🤖 AI Summary
This work addresses the degraded state estimation accuracy of autonomous agricultural robots operating in unstructured outdoor environments, where GNSS, LiDAR, and visual systems often fail and high-frequency vibrations further compromise performance. To overcome these challenges, the authors propose a jerk-augmented extended Kalman filter (EKF) that enhances motion modeling by explicitly incorporating jerk as a state variable. Furthermore, a multi-tuning-factor (MTF) adaptive mechanism is introduced to dynamically adjust the measurement noise covariance in real time, thereby mitigating the impact of abrupt disturbances and sensor anomalies. Relying solely on inertial measurement unit (IMU) data, the proposed method enables robust dead reckoning and significantly reduces 3D position root-mean-square error (RMSE) in field tests with the Salin247 robot, substantially outperforming a baseline EKF under conditions devoid of external sensor inputs.
📝 Abstract
Precise state estimation for navigation of autonomous agricultural robots is often compromised by sensor outages (GNSS/LiDAR/Visual) and high-frequency vibrations inherent in off-road environments. This paper proposes a robust navigation algorithm based on a jerk-augmented Extended Kalman Filter (EKF) integrated with a Multiple Tuning Factor (MTF) adaptation method.

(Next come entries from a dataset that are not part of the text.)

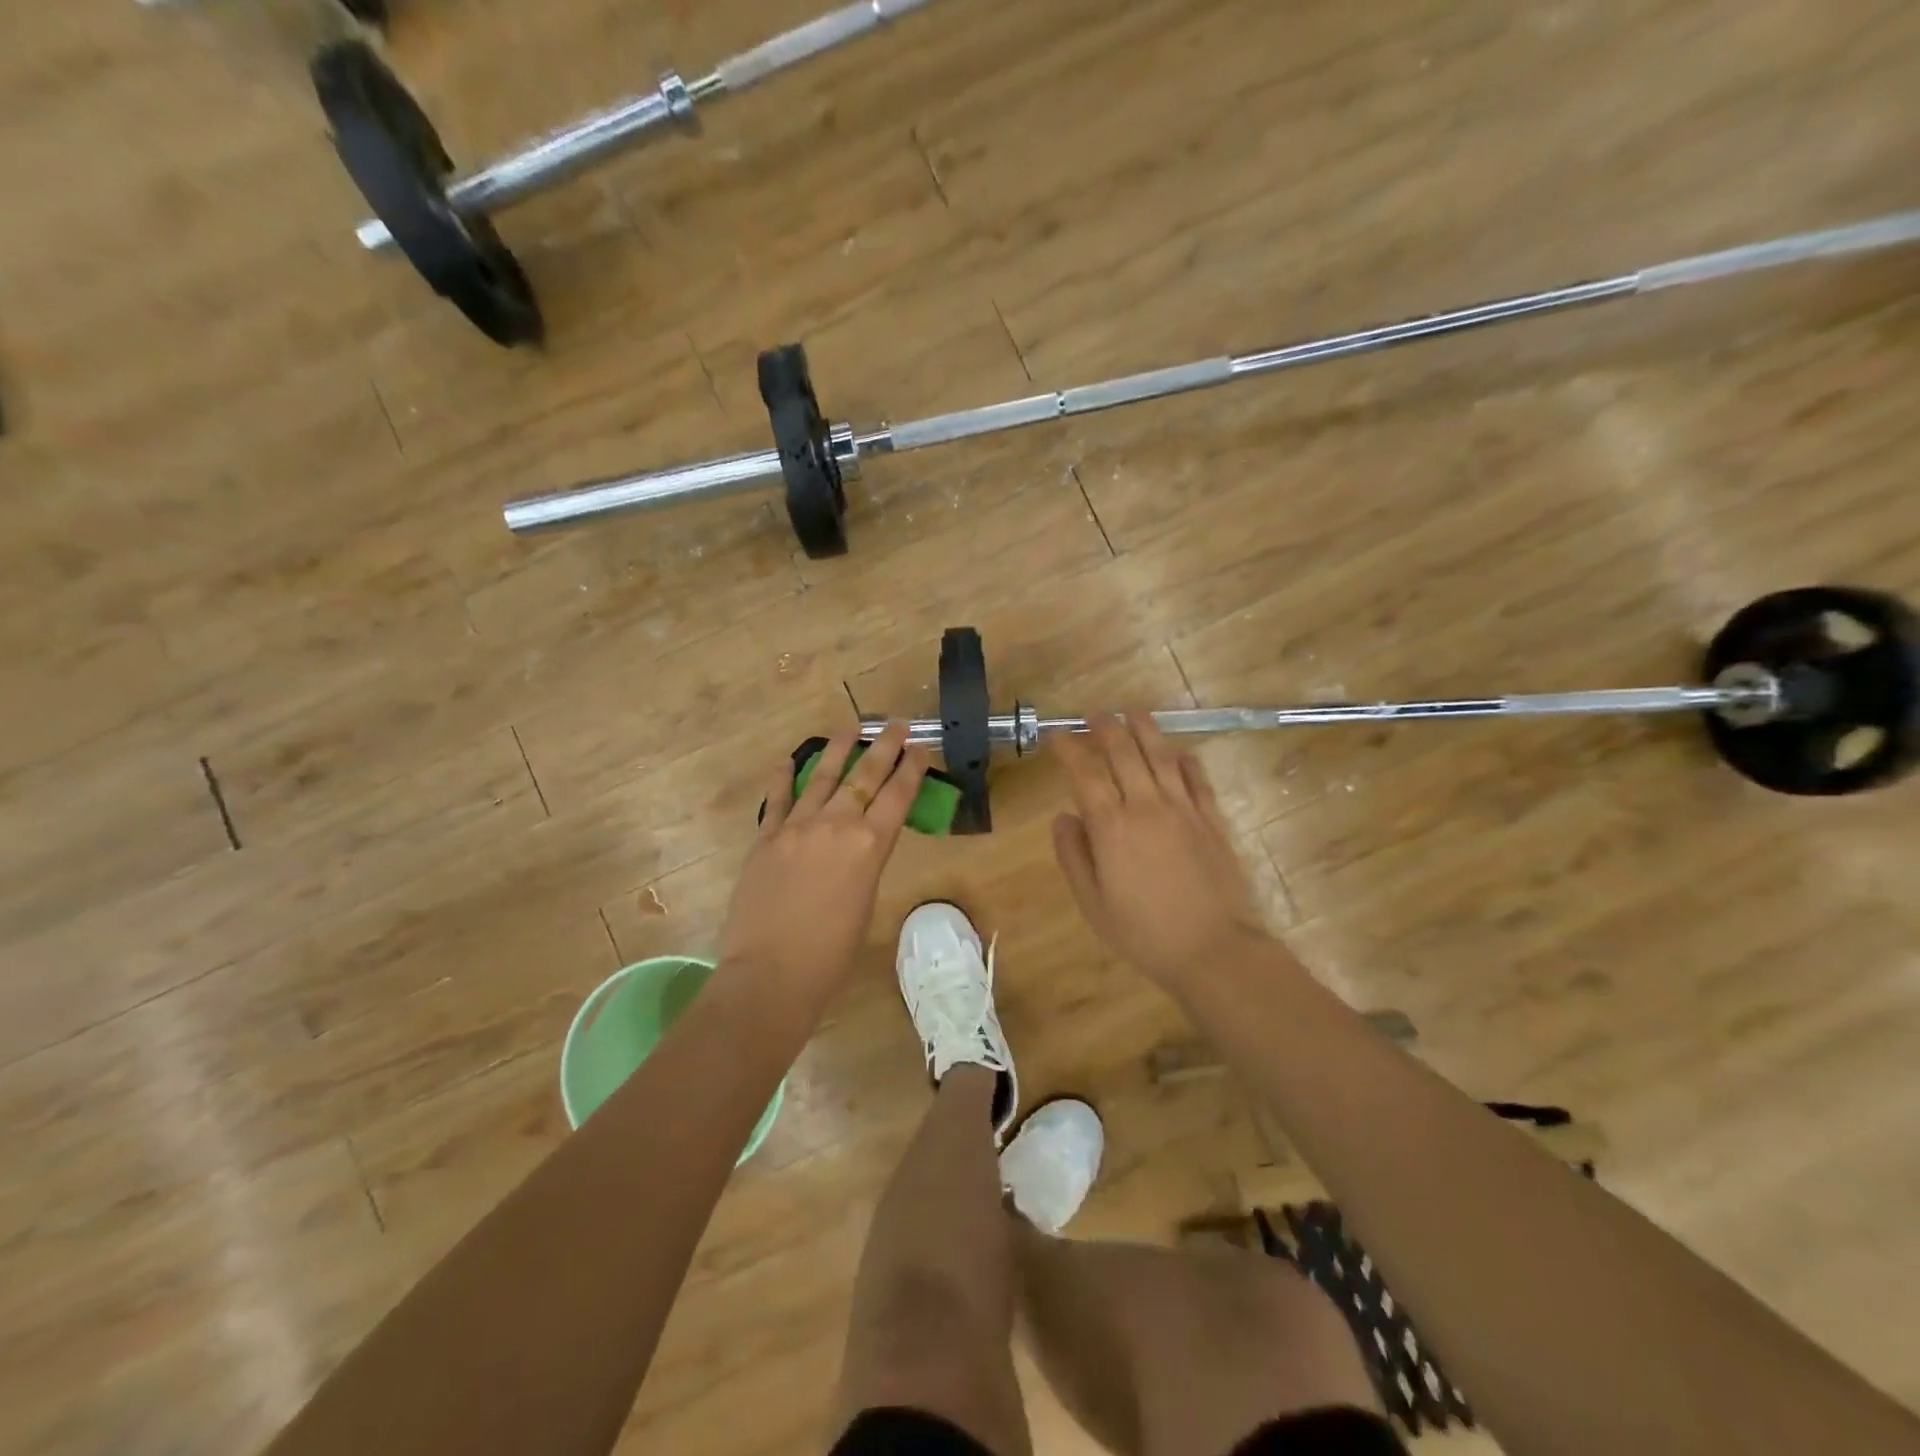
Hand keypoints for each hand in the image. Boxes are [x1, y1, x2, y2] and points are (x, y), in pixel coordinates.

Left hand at [717, 723, 929, 1004]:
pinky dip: (785, 778)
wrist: (770, 974)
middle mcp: (835, 825)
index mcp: (869, 846)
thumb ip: (865, 864)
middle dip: (884, 747)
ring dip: (838, 750)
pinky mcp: (765, 838)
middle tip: (896, 725)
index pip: (897, 796)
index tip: (920, 748)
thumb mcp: (865, 903)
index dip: (912, 769)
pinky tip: (790, 761)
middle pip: (864, 776)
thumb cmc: (830, 954)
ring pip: (822, 777)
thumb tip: (860, 846)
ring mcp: (796, 828)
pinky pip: (778, 800)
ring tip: (850, 728)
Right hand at [1051, 714, 1268, 987]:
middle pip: (1124, 752)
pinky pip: (1197, 778)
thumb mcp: (1092, 902)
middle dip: (1105, 728)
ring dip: (1145, 729)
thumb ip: (1073, 855)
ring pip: (1161, 755)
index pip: (1084, 773)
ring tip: (1133, 712)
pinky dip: (1184, 759)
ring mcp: (1184, 809)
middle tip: (1094, 715)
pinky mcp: (1212, 819)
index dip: (1067, 749)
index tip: (1056, 736)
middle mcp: (1146, 806)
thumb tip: (1064, 817)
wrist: (1212, 948)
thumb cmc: (1143, 931)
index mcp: (1111, 826)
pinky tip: (1178, 751)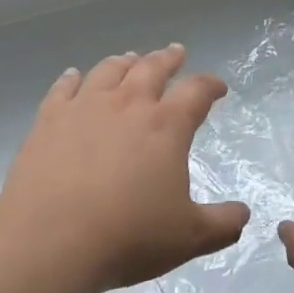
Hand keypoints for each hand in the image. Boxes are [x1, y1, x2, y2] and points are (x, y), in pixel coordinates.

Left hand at [0, 45, 248, 292]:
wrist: (50, 240)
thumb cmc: (127, 236)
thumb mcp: (187, 237)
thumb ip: (221, 224)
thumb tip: (244, 213)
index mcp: (166, 125)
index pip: (196, 91)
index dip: (211, 85)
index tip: (218, 87)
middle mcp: (128, 104)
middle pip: (152, 68)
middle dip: (168, 58)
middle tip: (176, 52)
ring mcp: (85, 107)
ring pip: (109, 70)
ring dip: (125, 61)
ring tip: (130, 58)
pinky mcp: (49, 119)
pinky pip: (63, 88)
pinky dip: (72, 78)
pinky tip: (74, 76)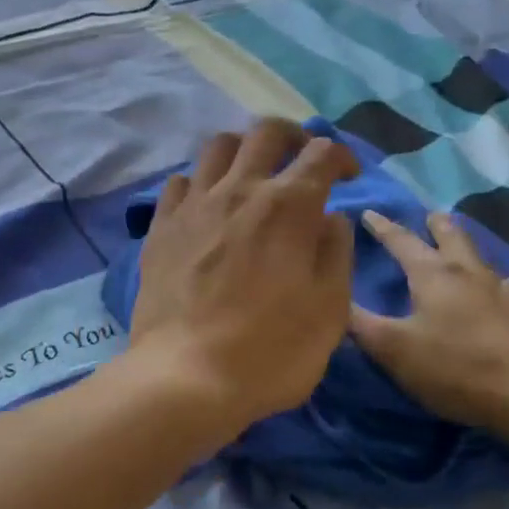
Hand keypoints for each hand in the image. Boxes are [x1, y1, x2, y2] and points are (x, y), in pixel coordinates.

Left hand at [125, 119, 358, 436]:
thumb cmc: (271, 350)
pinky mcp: (161, 227)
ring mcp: (193, 206)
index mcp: (288, 206)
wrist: (187, 376)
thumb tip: (330, 217)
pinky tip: (206, 206)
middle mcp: (239, 190)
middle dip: (292, 136)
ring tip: (252, 175)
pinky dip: (199, 183)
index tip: (348, 177)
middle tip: (302, 159)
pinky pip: (178, 182)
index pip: (322, 153)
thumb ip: (336, 252)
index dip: (342, 157)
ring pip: (218, 147)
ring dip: (243, 150)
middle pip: (266, 132)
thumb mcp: (330, 309)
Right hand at [349, 209, 508, 435]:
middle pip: (451, 237)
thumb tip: (333, 299)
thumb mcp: (393, 349)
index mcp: (433, 275)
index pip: (402, 241)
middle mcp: (467, 273)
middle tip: (428, 216)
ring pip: (479, 258)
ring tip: (458, 250)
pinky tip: (493, 292)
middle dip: (435, 225)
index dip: (383, 227)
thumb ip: (360, 324)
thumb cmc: (454, 367)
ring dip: (464, 248)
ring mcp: (500, 293)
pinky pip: (501, 287)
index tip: (369, 212)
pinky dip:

Unlike standard EKF approaches that assume constant measurement noise, our method dynamically adjusts the measurement covariance matrix in real-time, allowing the system to cope with sudden disturbances and sensor outliers. We evaluate the algorithm using real-world data from a Salin247 autonomous robot. Results demonstrate that jerk-augmentation combined with MTF adaptation significantly reduces 3D position Root Mean Square Error (RMSE) compared to baseline EKF models, providing superior dead-reckoning capabilities.